Pilgrimage is a spiritual practice. It’s a term or a concept we can understand or look at in different ways. Primarily it indicates a spiritual journey of sorts — setting out with a special purpose, undertaking something and journeying somewhere, to a special destination. That destination may be an external place or it may be an internal “place.” Either way, whether travelling internally or externally, it’s about setting up a particular intention, undertaking something and following it through, for the sake of our spiritual development.
It can be about devotion — a call to express one’s gratitude, love and faith. It can be about austerity — a call to challenge oneself and one’s attachments. It can be about adventure — a need to throw oneself into the unknown and trust in one’s inner sense of spiritual direction. It can be about sacrifice — giving oneself completely to “the Way” for the welfare of the many folk. It can be about “dedicating” — offering the blessings or the fruits of one’s efforts for a particular cause. For most of us it will be a blend of all of these things.
Essentially, it’s about opening, learning, and developing the heart bent on Truth. Having somewhere to go externally, and some particular action to undertake, provides the framework or “field” within which one experiences oneself in a myriad of different predicaments and mind-states, with the prospect of finding the route to that which is truly free from suffering, of finding the path of liberation. Or at least, the experience can provide the impetus that deepens one’s commitment to realization.

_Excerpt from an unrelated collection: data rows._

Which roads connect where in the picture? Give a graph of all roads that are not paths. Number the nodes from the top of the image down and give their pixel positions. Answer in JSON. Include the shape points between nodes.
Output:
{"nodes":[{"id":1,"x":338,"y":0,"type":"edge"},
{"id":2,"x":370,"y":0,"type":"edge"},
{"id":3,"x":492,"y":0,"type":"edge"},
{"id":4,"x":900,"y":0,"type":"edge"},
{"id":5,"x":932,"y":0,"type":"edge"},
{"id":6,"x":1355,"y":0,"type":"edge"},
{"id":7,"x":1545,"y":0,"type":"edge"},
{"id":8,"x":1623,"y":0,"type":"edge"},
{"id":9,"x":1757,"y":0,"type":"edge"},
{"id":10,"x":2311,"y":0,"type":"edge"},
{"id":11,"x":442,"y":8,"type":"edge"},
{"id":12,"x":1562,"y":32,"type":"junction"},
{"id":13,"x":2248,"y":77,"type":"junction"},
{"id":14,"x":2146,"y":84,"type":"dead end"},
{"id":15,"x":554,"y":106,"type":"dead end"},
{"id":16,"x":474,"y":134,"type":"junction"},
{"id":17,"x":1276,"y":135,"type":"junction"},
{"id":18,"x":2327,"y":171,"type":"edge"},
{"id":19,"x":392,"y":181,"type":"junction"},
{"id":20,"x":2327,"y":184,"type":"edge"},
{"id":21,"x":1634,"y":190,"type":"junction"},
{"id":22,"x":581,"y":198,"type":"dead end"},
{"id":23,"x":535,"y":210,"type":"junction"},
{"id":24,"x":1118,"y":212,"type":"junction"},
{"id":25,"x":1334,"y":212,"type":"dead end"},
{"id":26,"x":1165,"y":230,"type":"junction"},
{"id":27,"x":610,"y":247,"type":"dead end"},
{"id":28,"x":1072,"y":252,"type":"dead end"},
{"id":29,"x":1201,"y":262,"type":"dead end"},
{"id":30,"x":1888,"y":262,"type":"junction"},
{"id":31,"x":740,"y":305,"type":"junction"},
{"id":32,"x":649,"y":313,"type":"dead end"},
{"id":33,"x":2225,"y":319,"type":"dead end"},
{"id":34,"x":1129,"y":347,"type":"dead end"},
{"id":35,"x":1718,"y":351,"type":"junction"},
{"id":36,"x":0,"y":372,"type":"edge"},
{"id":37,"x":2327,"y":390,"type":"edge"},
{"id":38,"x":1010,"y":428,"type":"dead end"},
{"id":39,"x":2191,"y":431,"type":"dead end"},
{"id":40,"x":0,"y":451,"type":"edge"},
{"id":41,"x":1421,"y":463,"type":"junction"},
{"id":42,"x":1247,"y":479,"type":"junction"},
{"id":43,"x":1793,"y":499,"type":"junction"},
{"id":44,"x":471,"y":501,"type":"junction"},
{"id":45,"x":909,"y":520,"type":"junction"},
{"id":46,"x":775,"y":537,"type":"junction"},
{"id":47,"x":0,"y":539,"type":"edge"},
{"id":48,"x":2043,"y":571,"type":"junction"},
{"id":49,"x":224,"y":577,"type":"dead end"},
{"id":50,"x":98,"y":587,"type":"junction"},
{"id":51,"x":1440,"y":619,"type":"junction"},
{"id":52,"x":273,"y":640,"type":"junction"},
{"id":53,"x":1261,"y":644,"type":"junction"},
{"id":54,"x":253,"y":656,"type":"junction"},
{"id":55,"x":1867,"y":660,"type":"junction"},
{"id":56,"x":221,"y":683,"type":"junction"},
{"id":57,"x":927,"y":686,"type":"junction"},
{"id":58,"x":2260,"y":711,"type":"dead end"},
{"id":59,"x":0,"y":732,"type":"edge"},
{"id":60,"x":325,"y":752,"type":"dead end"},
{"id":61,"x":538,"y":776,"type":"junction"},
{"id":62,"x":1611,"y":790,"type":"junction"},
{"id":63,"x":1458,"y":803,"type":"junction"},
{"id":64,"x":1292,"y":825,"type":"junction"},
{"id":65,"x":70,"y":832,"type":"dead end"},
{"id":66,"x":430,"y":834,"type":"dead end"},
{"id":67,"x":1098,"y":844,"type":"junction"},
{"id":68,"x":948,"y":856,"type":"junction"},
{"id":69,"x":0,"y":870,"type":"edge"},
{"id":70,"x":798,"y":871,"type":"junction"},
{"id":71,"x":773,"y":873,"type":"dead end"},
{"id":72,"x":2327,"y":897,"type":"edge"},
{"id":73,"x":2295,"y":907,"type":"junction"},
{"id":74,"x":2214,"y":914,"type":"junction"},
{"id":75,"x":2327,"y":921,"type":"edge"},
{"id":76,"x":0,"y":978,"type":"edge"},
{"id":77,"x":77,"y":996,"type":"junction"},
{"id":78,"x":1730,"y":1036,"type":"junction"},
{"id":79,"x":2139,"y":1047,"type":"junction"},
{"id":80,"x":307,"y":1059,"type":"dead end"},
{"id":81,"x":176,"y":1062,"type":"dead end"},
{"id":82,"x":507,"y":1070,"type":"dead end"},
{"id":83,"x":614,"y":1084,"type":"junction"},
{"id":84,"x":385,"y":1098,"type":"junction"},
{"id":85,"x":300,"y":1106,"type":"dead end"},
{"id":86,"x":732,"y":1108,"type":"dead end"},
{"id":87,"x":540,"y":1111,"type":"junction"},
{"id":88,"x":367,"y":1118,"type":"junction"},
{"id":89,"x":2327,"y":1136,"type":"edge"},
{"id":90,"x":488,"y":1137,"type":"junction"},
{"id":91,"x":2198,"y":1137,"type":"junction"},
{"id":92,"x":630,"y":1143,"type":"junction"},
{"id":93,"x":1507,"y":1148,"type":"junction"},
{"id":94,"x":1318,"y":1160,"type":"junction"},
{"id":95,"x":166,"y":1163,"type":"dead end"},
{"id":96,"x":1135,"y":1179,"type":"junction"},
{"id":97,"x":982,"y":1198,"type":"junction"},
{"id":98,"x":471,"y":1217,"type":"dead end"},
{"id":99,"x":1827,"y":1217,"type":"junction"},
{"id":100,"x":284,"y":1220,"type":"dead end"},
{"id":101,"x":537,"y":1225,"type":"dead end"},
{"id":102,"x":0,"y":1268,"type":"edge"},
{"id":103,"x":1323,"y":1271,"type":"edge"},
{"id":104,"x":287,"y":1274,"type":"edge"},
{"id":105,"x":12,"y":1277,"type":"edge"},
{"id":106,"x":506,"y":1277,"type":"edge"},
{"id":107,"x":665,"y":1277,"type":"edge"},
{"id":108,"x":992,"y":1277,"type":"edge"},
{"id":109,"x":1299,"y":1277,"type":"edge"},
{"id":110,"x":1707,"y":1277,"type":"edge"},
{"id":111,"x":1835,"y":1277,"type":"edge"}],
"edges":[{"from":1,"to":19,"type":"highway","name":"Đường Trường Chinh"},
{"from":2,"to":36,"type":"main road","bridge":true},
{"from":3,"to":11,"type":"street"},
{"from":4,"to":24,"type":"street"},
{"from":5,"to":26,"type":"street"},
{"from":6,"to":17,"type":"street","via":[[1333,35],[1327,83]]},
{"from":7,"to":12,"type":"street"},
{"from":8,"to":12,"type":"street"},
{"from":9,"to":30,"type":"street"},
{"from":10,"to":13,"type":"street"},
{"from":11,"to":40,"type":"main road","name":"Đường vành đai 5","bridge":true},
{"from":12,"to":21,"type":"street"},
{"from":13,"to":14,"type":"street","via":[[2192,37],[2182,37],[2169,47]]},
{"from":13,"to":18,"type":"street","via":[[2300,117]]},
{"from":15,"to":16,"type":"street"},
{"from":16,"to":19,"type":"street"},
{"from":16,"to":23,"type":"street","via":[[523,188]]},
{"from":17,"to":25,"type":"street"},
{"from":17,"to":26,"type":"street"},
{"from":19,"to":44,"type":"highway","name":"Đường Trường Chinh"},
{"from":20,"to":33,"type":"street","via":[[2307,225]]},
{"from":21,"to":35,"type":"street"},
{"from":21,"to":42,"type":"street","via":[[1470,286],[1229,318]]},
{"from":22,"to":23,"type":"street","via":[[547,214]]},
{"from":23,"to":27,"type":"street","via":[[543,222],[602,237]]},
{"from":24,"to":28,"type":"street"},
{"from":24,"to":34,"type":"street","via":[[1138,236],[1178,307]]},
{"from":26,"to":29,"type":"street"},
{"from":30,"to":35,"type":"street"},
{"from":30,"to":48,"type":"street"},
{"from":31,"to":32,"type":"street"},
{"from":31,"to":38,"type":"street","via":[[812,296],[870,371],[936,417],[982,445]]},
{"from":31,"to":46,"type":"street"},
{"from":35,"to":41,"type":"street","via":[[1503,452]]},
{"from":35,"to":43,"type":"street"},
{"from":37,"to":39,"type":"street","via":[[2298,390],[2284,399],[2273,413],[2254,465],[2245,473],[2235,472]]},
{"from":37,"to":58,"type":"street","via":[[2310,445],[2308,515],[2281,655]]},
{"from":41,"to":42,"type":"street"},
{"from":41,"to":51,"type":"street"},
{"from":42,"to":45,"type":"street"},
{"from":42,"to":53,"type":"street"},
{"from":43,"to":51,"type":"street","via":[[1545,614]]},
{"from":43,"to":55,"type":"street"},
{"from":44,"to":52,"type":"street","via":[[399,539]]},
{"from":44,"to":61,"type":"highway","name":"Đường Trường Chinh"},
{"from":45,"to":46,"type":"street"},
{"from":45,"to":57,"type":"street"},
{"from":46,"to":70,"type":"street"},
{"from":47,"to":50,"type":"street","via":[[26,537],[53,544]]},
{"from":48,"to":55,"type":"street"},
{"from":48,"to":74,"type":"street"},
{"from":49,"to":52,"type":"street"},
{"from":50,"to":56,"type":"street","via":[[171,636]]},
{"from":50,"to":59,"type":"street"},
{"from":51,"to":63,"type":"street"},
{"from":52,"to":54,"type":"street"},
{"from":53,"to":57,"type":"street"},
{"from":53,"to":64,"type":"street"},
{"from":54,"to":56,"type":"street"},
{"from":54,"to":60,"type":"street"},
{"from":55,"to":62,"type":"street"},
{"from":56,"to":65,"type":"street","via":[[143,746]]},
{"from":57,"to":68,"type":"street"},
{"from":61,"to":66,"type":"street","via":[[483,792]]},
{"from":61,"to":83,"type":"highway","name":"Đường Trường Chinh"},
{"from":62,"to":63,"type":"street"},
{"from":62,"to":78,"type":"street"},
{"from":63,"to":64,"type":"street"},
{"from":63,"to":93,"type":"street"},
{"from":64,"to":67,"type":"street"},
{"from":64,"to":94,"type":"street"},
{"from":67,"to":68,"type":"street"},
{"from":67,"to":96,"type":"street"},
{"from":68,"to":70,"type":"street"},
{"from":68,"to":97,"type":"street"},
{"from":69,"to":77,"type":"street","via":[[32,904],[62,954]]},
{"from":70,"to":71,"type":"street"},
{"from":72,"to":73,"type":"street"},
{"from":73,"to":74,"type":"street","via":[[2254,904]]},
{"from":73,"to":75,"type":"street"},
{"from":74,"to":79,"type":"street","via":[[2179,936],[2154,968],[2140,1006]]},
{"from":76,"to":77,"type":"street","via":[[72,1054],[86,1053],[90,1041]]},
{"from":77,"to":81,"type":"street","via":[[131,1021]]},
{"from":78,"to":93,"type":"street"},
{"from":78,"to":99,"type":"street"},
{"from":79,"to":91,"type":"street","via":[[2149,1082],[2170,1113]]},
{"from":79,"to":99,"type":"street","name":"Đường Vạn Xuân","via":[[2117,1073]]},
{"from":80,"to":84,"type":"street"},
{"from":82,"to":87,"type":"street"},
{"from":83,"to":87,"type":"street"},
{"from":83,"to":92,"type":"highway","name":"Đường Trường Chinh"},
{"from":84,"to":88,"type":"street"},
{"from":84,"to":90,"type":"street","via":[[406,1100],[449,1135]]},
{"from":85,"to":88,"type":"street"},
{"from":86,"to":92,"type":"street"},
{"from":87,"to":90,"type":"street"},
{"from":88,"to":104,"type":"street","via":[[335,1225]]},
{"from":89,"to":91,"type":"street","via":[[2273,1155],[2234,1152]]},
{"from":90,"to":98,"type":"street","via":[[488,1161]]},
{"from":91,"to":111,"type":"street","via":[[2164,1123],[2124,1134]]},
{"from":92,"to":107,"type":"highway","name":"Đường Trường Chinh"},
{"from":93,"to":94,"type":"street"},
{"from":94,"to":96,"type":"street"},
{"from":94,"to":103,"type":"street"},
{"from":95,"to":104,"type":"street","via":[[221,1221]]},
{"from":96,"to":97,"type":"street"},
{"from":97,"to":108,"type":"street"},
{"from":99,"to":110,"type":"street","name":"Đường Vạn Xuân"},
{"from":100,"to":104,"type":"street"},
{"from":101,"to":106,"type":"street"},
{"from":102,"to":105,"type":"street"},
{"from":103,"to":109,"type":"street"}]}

As with anything we undertake, what we get out of it often depends on what we put into it. So setting the stage, establishing the intention, or creating the container for the practice, is something that is worth much careful attention. If something is close to our hearts, we should take care of, respect and nurture it with goodness. The movement of the heart in a spiritual direction is precious and potent, and when empowered and ripened with wisdom and faith, becomes unconquerable.